Tuesday, September 18, 2012

When I Look at a Restaurant Menu…

I consider myself lucky if there are two—and on very rare occasions—three items that sound intriguing. Just the opposite is true at Vinaigrette-A Salad Bistro in Santa Fe. There the problem is a surplus of choices. Way too many decisions.

First, one needs to decide whether to order soup. Depending on the answer to that question, do you or do you not add additional protein to your salad. Once you have decided on your salad choice, of course.
Then you have to ask yourself whether or not you might want dessert and how that decision affects any earlier decisions. As I said, way too many decisions. And, of course, all of this needs to be coordinated with Chuck’s decisions. We don’t—other than on rare occasions—want to duplicate each other’s order. As I said some time ago, this is like choreographing a ballet. It’s not easy.

Just prior to our departure from Santa Fe, we needed one more meal at Vinaigrette. This time, we arrived early (eleven-thirty or so) and found an almost empty restaurant.
But by the time noon rolled around, the space was nearly full.

Again, I ordered a glass of Vinaigrette’s wonderful hibiscus ice tea. I am not normally a fan of flavored teas, but the tart cranberry-like flavor of hibiscus is refreshing—especially on a warm day.

Time for Decision Number One—soup. The day’s offerings were Green Chile Beef Stew and Watermelon Gazpacho. We decided that I would go for the stew and Chuck the gazpacho. The gazpacho was a fairly smooth puree of watermelon, tomato, and cucumber and had an undertone of chile. Sitting on top was a small portion of the smoothest and least salty feta with dill cheese I have eaten.
When we asked our server the name of the producer, all he knew was that the cheese came from Tucumcari, NM. I suspect that the cheese maker is the Tucumcari Mountain Cheese Factory which is known for their award winning feta cheeses.
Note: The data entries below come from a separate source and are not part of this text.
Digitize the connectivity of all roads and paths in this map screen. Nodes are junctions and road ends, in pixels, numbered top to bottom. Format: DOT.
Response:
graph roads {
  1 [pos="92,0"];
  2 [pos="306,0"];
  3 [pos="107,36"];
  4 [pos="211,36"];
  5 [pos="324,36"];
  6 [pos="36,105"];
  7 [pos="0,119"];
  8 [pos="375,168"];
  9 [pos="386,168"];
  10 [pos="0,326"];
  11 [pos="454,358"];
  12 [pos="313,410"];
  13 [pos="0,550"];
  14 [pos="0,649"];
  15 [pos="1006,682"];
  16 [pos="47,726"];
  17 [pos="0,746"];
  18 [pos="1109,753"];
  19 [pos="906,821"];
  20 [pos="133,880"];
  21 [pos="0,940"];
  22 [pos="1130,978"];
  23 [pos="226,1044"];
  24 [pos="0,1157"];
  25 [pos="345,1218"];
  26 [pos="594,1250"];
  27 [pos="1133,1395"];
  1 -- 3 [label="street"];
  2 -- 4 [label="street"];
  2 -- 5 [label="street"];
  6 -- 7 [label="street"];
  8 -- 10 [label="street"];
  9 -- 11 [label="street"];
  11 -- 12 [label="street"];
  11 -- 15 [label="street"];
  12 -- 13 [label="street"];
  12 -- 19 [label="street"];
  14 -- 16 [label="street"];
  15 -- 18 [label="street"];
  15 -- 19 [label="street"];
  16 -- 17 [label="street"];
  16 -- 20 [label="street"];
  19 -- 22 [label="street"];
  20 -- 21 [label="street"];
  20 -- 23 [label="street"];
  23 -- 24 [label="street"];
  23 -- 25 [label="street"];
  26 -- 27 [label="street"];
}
My stew was a hearty mix of potatoes, red and yellow bell peppers, green chiles, and beef cubes (instead of the more traditional pork) in a spicy beef-based broth. This was a very hardy soup full of the above listed ingredients with enough green chile bite to warm your mouth without searing the taste buds.
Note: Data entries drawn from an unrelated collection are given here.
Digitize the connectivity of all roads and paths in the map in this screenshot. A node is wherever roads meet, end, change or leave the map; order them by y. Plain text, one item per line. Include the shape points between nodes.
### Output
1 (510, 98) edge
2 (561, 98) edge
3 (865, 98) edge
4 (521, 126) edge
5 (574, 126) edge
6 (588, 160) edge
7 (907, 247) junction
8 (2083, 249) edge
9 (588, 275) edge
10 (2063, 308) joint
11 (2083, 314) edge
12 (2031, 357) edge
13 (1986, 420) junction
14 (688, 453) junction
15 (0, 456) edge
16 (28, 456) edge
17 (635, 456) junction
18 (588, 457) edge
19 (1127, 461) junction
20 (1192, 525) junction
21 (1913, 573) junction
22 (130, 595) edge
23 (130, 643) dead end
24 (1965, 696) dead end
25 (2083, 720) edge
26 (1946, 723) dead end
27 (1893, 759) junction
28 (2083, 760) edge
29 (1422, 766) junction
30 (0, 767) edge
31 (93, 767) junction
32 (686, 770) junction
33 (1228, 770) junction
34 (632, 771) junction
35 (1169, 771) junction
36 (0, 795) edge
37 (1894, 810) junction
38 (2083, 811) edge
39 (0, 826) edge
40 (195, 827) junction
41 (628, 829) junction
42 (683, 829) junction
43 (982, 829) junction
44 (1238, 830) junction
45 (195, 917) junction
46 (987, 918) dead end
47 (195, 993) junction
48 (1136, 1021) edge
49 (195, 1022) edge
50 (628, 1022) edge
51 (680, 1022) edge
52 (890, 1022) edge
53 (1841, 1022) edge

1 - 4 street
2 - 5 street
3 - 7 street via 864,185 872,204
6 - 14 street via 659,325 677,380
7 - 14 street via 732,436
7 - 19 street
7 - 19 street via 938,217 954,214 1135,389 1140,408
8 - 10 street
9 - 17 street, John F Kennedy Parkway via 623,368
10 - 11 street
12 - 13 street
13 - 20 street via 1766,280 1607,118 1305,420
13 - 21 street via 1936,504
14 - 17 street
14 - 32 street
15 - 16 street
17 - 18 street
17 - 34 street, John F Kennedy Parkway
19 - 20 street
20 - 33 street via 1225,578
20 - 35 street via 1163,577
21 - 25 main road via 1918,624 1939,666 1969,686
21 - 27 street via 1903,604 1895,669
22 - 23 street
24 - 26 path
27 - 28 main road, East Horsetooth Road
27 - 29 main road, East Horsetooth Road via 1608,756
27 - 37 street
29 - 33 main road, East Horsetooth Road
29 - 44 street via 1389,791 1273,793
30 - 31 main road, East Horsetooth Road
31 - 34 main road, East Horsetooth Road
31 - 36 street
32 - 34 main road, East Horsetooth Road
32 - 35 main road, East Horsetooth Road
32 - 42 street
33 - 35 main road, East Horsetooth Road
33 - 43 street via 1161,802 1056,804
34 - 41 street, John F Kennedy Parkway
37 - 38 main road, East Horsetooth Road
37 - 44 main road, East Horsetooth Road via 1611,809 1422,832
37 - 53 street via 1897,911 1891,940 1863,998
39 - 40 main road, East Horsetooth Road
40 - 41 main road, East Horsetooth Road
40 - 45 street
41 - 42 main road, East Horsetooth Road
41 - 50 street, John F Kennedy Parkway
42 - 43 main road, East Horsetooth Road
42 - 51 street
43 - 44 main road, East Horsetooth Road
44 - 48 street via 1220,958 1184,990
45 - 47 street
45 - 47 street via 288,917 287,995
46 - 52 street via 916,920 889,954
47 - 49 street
When Chuck finds something on a menu he likes, he tends to go back to that item again and again. I know that he really wanted to order the Asian Beef Salad from our previous visit, but for blogging variety chose the Apple-Cheddar Chop. Slices of glazed and grilled pork tenderloin were served with baby arugula, julienned green apples, pickled fennel, and sharp cheddar chopped and tossed in a ruby port vinaigrette.
Like all of Vinaigrette’s salads, this was an object of visual beauty. You can’t decide whether to just sit and admire or to immediately begin eating. All of the components were in balance such that no one item dominated the others. And like our previous salads, this wasn’t drowning in dressing.
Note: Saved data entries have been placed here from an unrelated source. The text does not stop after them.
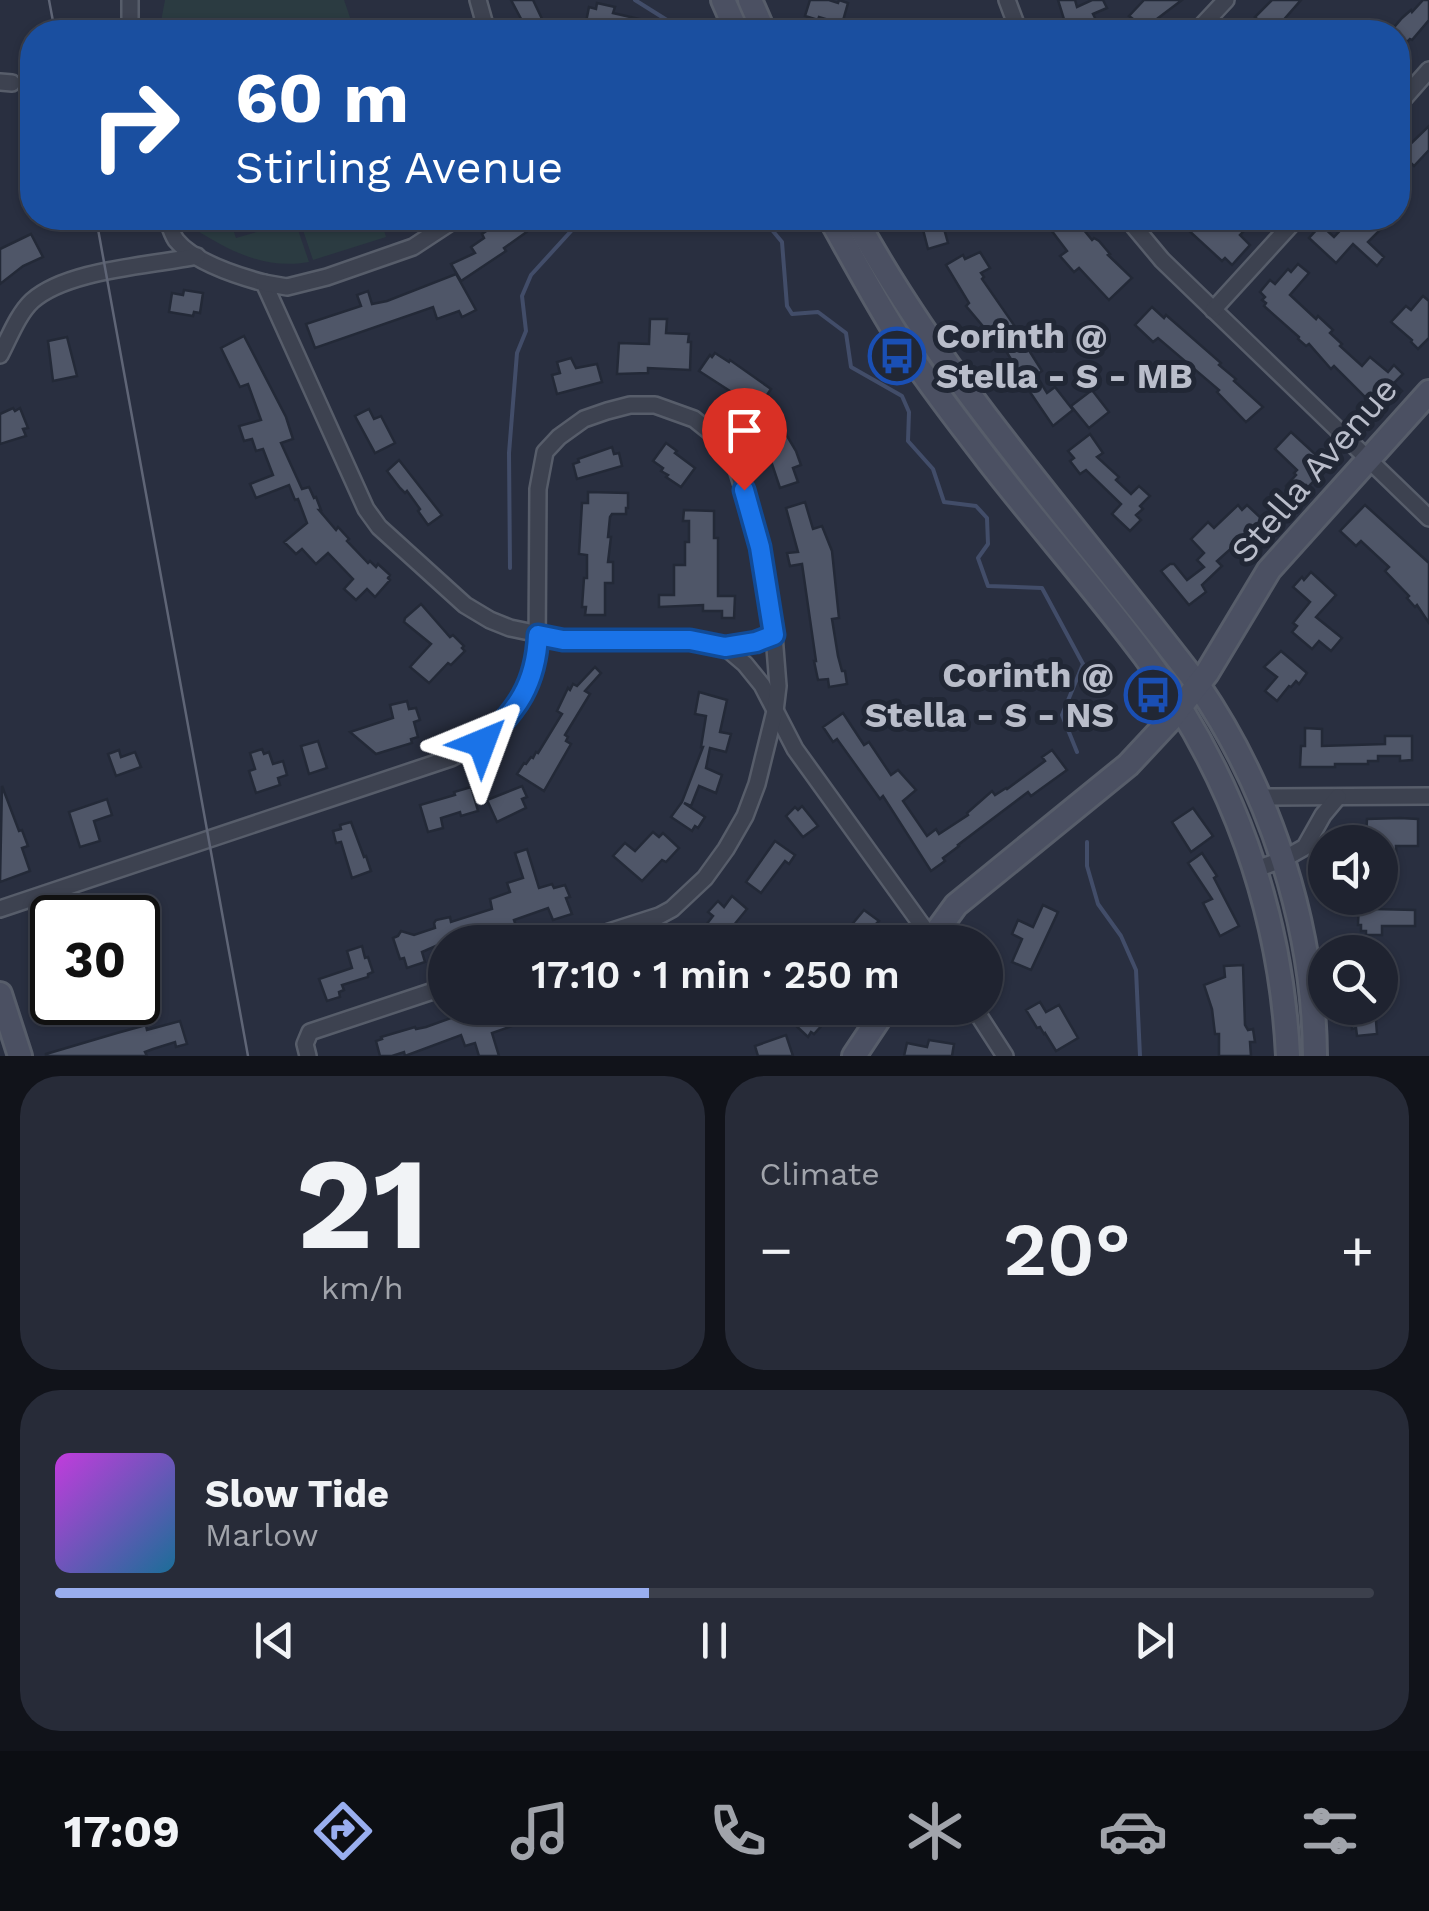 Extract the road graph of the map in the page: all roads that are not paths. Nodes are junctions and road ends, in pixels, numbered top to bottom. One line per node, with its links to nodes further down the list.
1 (1226, 0): 2 (street)
2 (1207, 20)
3 (1429, 70): 4 (street)
4 (1410, 91)
5 (172, 230): 11 (street)
6 (439, 230): 12 (street)
7 (837, 230): 22 (main road)
8 (862, 230): 21 (main road)
9 (1137, 230): 13 (street)
10 (1286, 230): 13 (street)
11 (198, 256): 12 (street); 14 (street)
12 (264, 283): 18 (street)
13 (1213, 310): 16 (street)
14 (0, 355)
15 (1429, 392): 16 (main road, Stella Avenue)
16 (1367, 459): 17 (street); 21 (main road, Stella Avenue)
17 (1429, 518)
18 (538, 635): 19 (street); 20 (street); 29 (street)
19 (774, 635): 20 (street); 23 (street)
20 (725, 647): 23 (street)
21 (1198, 685): 22 (main road, Stella Avenue); 25 (main road)
22 (1180, 708): 28 (main road); 32 (main road, Stella Avenue)
23 (774, 711): 30 (street); 31 (street)
24 (1429, 796): 26 (street)
25 (1259, 797): 26 (street); 27 (main road)
26 (1338, 797): 27 (street)
27 (1282, 860): 28 (street); 42 (main road)
28 (1256, 869): 41 (main road)
29 (0, 909)
30 (630, 925)
31 (920, 925)
32 (942, 925)
33 (428, 993): 38 (street)
34 (0, 994): 37 (main road)
35 (875, 1025): 39 (main road)
36 (985, 1025): 40 (street)
37 (20, 1056)
38 (308, 1056)
39 (854, 1056)
40 (1004, 1056)
41 (1288, 1056)
42 (1315, 1056)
I love to watch what other diners are eating. Two tables down, a woman was served The Beet Goes On with baby greens and arugula tossed with goat cheese, chopped pistachios, balsamic roasted beets, and honey-balsamic vinaigrette. The young man at the table next to us was making fast work of demolishing the Salacho—a colorful taco salad with chopped red cabbage, romaine, tomato, corn, green and red onion, seasoned beef and chorizo, cheddar and jack cheese with a honey cumin-lime vinaigrette.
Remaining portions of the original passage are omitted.